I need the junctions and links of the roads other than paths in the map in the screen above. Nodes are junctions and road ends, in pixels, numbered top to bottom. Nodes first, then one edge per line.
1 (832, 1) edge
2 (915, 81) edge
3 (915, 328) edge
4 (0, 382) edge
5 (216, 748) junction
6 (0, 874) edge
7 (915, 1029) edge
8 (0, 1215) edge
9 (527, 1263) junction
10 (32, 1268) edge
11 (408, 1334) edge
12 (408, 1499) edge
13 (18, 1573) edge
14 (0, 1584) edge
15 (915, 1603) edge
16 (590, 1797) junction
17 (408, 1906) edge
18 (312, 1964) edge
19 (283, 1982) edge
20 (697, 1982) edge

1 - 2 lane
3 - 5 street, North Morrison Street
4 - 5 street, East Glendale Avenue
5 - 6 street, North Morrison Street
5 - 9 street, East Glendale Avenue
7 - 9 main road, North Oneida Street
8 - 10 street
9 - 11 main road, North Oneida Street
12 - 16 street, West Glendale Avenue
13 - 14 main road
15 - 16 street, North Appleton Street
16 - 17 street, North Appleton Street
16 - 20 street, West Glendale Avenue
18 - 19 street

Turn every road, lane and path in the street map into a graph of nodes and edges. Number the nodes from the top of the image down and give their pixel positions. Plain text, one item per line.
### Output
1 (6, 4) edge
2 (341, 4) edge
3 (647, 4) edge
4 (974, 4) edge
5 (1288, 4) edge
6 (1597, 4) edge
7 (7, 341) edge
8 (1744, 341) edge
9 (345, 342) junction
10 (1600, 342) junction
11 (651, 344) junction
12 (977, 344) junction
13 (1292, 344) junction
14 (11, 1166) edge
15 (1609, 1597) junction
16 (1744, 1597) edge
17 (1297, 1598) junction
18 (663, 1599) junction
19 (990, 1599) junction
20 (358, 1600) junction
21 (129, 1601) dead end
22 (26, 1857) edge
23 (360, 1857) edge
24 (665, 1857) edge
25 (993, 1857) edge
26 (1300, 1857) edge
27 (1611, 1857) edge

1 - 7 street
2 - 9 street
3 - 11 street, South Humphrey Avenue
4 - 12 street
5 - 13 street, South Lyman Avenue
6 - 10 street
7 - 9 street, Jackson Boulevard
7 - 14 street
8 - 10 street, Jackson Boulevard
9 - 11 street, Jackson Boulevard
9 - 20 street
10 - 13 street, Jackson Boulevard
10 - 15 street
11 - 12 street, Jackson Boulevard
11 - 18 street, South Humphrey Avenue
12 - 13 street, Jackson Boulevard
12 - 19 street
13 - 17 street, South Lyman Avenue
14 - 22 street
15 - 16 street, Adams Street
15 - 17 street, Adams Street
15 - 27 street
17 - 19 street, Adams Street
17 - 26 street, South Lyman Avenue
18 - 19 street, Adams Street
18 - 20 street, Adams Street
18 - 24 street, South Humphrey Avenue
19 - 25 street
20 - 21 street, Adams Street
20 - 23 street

● GOAL OF THE EXERCISE
All lines from the beginning of the entries through the line marked "Turn every road, lane" are to be output exactly; nothing else belongs in the answer.

● TASK SOLUTION
I need the junctions and links of the roads other than paths in the map in the screen above. Nodes are junctions and road ends, in pixels, numbered top to bottom. Nodes first, then one edge per line.
1 (832, 1) edge
2 (915, 81) edge
3 (915, 328) edge
4 (0, 382) edge
5 (216, 748) junction
6 (0, 874) edge
7 (915, 1029) edge
8 (0, 1215) edge
9 (527, 1263) junction
10 (32, 1268) edge
11 (408, 1334) edge
12 (408, 1499) edge
13 (18, 1573) edge
14 (0, 1584) edge
15 (915, 1603) edge
16 (590, 1797) junction
17 (408, 1906) edge
18 (312, 1964) edge
19 (283, 1982) edge
20 (697, 1982) edge

1 - 2 lane
3 - 5 street, North Morrison Street
4 - 5 street, East Glendale Avenue
5 - 6 street, North Morrison Street
5 - 9 street, East Glendale Avenue
7 - 9 main road, North Oneida Street
8 - 10 street
9 - 11 main road, North Oneida Street
12 - 16 street, West Glendale Avenue
13 - 14 main road
15 - 16 street, North Appleton Street
16 - 17 street, North Appleton Street
16 - 20 street, West Glendale Avenue
18 - 19 street

Turn every road, lane and path in the street map into a graph of nodes and edges. Number the nodes from the top of the image down and give their pixel positions. Plain text, one item per line.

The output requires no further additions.